2011 West Bengal Legislative Assembly election: Monteswar
| Party |  | Candidate | Votes | % | ±% |
|---|---|---|---|---|---|
|  | CPI(M) | Chowdhury Md. Hedayatullah | 81,822 | 47.24 |  |
|  | AITC | Abu Ayesh Mondal | 78,524 | 45.34 |  |
|  | PDCI | Abdul Kased Sheikh | 4,890 | 2.87 |  |
|  | BJP | Sakshi Gopal Ghosh | 4,027 | 2.33 |  |
|  | JDP | Sunil Soren | 2,036 | 1.18 |  |
|  | BSP | Sukumar Das | 1,064 | 0.61 |  |
|  | CPI(ML)L | Annada Prasad Bhattachorya | 824 | 0.48 |  |
| Majority |  |  | 3,298 | 1.90 |  |
| Turnout |  |  | 1,73,187 | 90.28 |  |
|  | CPI(M) hold |  | Swing |  |  |

=== 2006 ===
Narayan Hazra Chowdhury of Trinamool Congress lost the Monteswar Assembly seat in 2006 defeated by Chaudhuri Md. Hedayatullah of CPI(M) . Contests in most years were multi cornered but only winners and runners are being mentioned. In 2001, 1996 and 1991, Abu Ayesh Mondal of CPI(M) defeated Narayan Hazara Choudhury of Trinamool Congress, Debabrata Roy of Congress and Biseswar Bhattacharya of Congress in the respective years. In 1982 and 1977, Hemanta Roy of CPI(M) defeated Tuhin Samanta of Congress.

=== 1972 ===
In 1972, Tuhin Samanta of Congress won the seat. In 1971 and 1969, Kashinath Hazra Choudhury of CPI(M) won the seat.

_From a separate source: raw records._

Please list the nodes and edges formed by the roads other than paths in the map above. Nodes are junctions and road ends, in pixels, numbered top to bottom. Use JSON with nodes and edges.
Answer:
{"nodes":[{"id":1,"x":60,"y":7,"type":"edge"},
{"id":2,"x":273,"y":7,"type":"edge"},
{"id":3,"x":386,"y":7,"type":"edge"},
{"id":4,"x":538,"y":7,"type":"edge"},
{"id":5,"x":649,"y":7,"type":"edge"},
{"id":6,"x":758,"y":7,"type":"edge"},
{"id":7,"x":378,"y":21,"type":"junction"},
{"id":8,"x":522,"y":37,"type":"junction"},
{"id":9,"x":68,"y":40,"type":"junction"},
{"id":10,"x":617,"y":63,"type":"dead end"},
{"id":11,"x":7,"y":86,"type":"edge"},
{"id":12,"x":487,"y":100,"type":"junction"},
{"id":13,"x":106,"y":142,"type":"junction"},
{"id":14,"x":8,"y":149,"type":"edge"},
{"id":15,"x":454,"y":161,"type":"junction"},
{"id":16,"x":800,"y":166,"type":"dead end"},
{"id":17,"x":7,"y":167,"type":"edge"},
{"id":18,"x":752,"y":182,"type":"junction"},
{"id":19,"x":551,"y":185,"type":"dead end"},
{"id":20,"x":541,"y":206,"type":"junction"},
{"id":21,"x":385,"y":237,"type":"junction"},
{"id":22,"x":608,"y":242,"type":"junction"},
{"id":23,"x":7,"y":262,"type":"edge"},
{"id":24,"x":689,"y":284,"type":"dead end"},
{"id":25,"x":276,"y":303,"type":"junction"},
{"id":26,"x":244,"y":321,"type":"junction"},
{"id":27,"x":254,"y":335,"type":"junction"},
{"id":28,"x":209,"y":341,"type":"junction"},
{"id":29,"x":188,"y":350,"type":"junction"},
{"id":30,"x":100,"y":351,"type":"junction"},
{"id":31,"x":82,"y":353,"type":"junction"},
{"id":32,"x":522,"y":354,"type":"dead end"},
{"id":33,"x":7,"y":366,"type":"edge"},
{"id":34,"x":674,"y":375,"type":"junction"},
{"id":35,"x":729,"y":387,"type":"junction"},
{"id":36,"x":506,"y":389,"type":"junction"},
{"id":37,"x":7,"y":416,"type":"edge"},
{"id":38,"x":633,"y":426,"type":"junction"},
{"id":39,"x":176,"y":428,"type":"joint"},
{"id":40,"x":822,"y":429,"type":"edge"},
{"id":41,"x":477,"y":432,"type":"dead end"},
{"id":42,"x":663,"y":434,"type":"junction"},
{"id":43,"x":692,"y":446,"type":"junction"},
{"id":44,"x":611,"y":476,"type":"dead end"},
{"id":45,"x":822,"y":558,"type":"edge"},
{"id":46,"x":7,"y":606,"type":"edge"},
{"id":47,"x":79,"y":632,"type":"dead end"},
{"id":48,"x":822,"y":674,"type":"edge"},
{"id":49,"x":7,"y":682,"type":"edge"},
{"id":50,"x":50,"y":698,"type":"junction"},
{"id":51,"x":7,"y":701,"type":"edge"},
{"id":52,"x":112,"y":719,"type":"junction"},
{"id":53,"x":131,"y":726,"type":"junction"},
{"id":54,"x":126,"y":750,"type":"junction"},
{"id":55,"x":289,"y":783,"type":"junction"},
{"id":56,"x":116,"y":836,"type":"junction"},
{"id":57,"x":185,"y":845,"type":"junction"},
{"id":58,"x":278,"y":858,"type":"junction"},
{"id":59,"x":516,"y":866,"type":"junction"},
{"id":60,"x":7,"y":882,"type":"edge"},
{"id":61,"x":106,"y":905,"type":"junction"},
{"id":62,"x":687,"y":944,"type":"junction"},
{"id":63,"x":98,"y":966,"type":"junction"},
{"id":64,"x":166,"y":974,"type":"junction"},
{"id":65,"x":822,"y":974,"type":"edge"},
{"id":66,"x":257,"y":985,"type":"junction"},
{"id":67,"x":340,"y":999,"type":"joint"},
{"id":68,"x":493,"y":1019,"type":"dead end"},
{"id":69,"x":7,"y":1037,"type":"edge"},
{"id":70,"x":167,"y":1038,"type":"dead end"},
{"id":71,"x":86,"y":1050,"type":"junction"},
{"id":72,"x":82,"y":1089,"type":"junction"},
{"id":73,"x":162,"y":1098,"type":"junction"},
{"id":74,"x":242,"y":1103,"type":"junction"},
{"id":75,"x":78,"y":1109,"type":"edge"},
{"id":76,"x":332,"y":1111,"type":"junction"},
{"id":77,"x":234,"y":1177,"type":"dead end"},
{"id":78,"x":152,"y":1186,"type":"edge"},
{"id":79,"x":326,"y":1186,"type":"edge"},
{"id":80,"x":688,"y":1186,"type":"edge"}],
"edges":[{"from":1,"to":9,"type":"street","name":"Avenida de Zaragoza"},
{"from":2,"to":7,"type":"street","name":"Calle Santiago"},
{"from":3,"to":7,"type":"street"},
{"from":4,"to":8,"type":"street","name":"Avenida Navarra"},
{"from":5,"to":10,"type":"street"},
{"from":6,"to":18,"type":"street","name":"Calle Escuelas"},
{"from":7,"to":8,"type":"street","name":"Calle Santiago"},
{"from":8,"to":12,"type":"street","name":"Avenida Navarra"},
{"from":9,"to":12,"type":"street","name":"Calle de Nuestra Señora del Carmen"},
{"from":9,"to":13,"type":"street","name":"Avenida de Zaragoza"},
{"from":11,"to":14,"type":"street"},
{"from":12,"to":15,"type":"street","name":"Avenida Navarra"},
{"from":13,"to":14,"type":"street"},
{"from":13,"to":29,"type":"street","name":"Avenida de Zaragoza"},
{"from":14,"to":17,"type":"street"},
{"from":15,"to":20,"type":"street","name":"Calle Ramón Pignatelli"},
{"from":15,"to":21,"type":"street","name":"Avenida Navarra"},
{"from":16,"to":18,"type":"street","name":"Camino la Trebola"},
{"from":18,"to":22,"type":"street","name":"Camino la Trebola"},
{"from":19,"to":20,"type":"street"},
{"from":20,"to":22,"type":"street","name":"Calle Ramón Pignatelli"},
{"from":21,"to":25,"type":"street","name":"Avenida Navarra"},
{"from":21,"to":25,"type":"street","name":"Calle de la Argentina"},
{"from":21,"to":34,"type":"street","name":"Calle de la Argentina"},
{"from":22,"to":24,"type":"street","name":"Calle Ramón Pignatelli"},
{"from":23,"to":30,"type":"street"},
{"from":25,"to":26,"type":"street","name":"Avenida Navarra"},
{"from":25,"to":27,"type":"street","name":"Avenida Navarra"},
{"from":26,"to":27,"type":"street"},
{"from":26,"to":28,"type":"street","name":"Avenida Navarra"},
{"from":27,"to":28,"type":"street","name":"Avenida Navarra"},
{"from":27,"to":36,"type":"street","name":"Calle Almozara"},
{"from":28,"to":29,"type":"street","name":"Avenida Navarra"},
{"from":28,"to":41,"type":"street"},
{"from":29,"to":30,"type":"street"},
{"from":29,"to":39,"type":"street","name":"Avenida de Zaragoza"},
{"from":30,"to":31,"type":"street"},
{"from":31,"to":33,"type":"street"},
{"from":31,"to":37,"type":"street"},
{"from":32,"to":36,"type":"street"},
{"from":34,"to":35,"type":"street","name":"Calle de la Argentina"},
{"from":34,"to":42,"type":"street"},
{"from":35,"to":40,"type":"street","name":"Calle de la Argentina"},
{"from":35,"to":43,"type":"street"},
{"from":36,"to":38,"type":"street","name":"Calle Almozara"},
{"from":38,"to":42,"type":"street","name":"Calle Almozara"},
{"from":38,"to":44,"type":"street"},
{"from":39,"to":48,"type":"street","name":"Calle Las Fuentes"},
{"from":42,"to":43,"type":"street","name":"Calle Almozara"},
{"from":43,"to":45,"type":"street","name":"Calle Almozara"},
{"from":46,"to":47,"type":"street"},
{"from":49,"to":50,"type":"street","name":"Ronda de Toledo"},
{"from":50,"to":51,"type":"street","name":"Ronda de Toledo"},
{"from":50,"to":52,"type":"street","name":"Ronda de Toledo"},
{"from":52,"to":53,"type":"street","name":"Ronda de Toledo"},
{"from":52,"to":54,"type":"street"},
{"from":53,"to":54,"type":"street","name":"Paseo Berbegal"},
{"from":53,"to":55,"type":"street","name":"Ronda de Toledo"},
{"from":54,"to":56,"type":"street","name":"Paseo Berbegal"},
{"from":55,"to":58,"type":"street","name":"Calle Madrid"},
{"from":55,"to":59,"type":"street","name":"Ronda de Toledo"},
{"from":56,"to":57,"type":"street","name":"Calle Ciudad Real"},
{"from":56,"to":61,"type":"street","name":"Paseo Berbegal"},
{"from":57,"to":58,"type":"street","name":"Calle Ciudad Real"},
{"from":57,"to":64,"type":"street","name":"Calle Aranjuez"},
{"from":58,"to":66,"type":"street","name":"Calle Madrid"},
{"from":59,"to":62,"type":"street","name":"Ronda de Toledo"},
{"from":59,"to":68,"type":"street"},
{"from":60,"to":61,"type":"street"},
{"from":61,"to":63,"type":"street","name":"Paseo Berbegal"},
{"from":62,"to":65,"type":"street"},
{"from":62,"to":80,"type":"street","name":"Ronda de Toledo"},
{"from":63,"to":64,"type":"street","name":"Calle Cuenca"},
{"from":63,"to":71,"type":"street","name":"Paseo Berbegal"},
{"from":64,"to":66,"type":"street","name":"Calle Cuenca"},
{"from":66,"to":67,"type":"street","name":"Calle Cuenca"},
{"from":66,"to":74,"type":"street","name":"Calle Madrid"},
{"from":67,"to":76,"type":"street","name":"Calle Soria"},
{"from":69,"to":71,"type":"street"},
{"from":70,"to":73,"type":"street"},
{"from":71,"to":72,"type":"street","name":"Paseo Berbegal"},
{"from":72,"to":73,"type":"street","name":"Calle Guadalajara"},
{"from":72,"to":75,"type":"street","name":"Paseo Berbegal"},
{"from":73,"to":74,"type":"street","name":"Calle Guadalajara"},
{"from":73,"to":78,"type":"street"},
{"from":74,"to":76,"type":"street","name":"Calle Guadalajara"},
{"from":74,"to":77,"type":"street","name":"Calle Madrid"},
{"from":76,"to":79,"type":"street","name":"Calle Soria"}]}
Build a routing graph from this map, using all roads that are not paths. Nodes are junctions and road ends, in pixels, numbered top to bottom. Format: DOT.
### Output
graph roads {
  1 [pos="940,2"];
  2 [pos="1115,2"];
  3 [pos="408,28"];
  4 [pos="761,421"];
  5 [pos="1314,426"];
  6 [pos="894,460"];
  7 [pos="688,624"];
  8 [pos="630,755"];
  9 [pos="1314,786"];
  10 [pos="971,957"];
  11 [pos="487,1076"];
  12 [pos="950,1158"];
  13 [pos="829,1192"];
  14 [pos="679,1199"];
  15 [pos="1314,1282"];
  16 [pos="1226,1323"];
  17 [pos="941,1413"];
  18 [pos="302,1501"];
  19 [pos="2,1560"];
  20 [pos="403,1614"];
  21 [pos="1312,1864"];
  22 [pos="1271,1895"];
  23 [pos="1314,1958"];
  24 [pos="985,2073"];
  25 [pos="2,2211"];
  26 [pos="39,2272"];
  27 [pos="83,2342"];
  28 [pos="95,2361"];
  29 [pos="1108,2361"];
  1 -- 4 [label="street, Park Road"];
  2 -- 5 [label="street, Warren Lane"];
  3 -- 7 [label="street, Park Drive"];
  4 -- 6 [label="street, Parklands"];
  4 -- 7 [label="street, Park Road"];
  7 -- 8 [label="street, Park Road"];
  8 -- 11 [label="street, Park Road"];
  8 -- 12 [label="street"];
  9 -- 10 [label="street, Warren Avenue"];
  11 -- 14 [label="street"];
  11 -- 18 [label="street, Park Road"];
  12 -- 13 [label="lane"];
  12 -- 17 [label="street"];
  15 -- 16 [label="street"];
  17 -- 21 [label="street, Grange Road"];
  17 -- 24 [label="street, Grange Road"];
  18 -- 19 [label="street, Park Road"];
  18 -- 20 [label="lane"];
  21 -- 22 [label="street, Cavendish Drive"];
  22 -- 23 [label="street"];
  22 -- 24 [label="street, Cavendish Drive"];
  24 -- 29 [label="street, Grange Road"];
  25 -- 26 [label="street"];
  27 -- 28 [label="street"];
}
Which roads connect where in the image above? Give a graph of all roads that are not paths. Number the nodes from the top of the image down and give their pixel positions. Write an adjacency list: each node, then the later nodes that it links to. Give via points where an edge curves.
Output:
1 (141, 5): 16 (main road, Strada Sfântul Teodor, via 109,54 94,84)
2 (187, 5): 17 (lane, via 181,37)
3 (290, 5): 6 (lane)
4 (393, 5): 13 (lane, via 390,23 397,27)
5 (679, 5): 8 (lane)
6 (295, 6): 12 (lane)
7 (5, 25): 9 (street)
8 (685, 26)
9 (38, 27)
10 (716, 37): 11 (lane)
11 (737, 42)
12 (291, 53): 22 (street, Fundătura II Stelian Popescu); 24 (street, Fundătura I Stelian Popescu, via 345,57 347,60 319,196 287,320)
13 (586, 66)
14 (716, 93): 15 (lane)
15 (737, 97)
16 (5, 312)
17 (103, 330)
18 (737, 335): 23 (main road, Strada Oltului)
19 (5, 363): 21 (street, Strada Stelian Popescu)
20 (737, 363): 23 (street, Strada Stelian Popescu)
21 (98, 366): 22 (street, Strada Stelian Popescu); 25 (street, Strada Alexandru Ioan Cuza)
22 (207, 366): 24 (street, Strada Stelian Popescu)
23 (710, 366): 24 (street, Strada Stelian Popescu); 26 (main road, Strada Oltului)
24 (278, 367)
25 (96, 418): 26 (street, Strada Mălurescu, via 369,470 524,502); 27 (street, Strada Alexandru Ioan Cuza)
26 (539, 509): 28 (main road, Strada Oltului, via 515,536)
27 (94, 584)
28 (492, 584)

N.C.Chaudhuri of Congress won the seat in 1967. Syed Abul Mansur Habibullah of CPI won the seat in 1962. Bhakta Chandra Roy (Independent) won the seat in 1957. Ananda Prasad Mondal of Congress won the seat in independent India's first election in 1951.